(Collected data)
__________

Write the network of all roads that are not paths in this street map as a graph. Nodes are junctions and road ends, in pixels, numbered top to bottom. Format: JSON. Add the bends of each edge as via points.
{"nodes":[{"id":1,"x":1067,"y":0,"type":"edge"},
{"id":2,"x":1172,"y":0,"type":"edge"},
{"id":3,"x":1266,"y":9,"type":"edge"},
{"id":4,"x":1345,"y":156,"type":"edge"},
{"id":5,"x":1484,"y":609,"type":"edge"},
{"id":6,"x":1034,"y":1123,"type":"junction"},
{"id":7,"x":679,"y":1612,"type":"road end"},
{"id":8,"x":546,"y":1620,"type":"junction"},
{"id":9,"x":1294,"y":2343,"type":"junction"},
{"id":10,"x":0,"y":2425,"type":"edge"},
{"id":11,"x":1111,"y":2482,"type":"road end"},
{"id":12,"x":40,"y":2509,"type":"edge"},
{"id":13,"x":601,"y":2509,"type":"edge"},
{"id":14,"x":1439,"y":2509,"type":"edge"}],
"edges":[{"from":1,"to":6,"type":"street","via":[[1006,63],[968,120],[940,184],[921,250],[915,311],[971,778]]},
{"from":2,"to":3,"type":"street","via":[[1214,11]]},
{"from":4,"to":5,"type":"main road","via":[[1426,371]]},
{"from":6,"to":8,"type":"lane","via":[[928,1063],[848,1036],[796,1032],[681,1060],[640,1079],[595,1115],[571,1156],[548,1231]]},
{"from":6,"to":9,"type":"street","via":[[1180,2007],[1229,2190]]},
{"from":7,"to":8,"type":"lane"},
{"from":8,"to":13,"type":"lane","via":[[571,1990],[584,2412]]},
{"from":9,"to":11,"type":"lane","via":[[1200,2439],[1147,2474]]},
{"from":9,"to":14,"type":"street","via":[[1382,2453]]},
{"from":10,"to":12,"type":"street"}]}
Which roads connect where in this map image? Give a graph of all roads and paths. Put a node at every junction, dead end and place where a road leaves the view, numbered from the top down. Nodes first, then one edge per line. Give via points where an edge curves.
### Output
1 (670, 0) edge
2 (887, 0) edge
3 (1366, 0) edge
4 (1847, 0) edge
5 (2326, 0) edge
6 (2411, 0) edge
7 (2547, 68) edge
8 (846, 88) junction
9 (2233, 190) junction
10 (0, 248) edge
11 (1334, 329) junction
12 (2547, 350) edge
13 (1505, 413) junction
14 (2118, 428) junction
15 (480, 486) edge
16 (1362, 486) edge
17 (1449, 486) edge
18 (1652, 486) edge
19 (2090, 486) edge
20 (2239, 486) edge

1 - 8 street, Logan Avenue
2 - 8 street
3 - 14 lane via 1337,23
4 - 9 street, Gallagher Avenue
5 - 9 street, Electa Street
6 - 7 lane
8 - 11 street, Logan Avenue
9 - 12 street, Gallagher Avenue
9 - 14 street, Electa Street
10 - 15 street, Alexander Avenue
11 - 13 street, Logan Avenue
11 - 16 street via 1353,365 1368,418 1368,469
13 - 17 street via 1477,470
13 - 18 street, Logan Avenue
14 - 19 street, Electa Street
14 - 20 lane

__________

Task brief:
Look above for the line containing "Which roads connect". Return it and each line after it exactly, through the last line, and nothing more.

Task response:
Which roads connect where in this map image? Give a graph of all roads and paths. Put a node at every junction, dead end and place where a road leaves the view, numbered from the top down. Nodes first, then one edge per line. Give via points where an edge curves.
### Output
1 (670, 0) edge
2 (887, 0) edge
3 (1366, 0) edge
4 (1847, 0) edge
5 (2326, 0) edge
6 (2411, 0) edge
7 (2547, 68) edge
8 (846, 88) junction
9 (2233, 190) junction
10 (0, 248) edge
11 (1334, 329) junction
12 (2547, 350) edge
13 (1505, 413) junction
14 (2118, 428) junction
15 (480, 486) edge
16 (1362, 486) edge
17 (1449, 486) edge
18 (1652, 486) edge
19 (2090, 486) edge
20 (2239, 486) edge

1 - 8 street, Logan Avenue
2 - 8 street
3 - 14 lane via 1337,23
4 - 9 street, Gallagher Avenue
5 - 9 street, Electa Street
6 - 7 lane
8 - 11 street, Logan Avenue
9 - 12 street, Gallagher Avenue
9 - 14 street, Electa Street
10 - 15 street, Alexander Avenue
11 - 13 street, Logan Avenue
11 - 16 street via 1353,365 1368,418 1368,469
13 - 17 street via 1477,470
13 - 18 street, Logan Avenue
14 - 19 street, Electa Street
14 - 20 lane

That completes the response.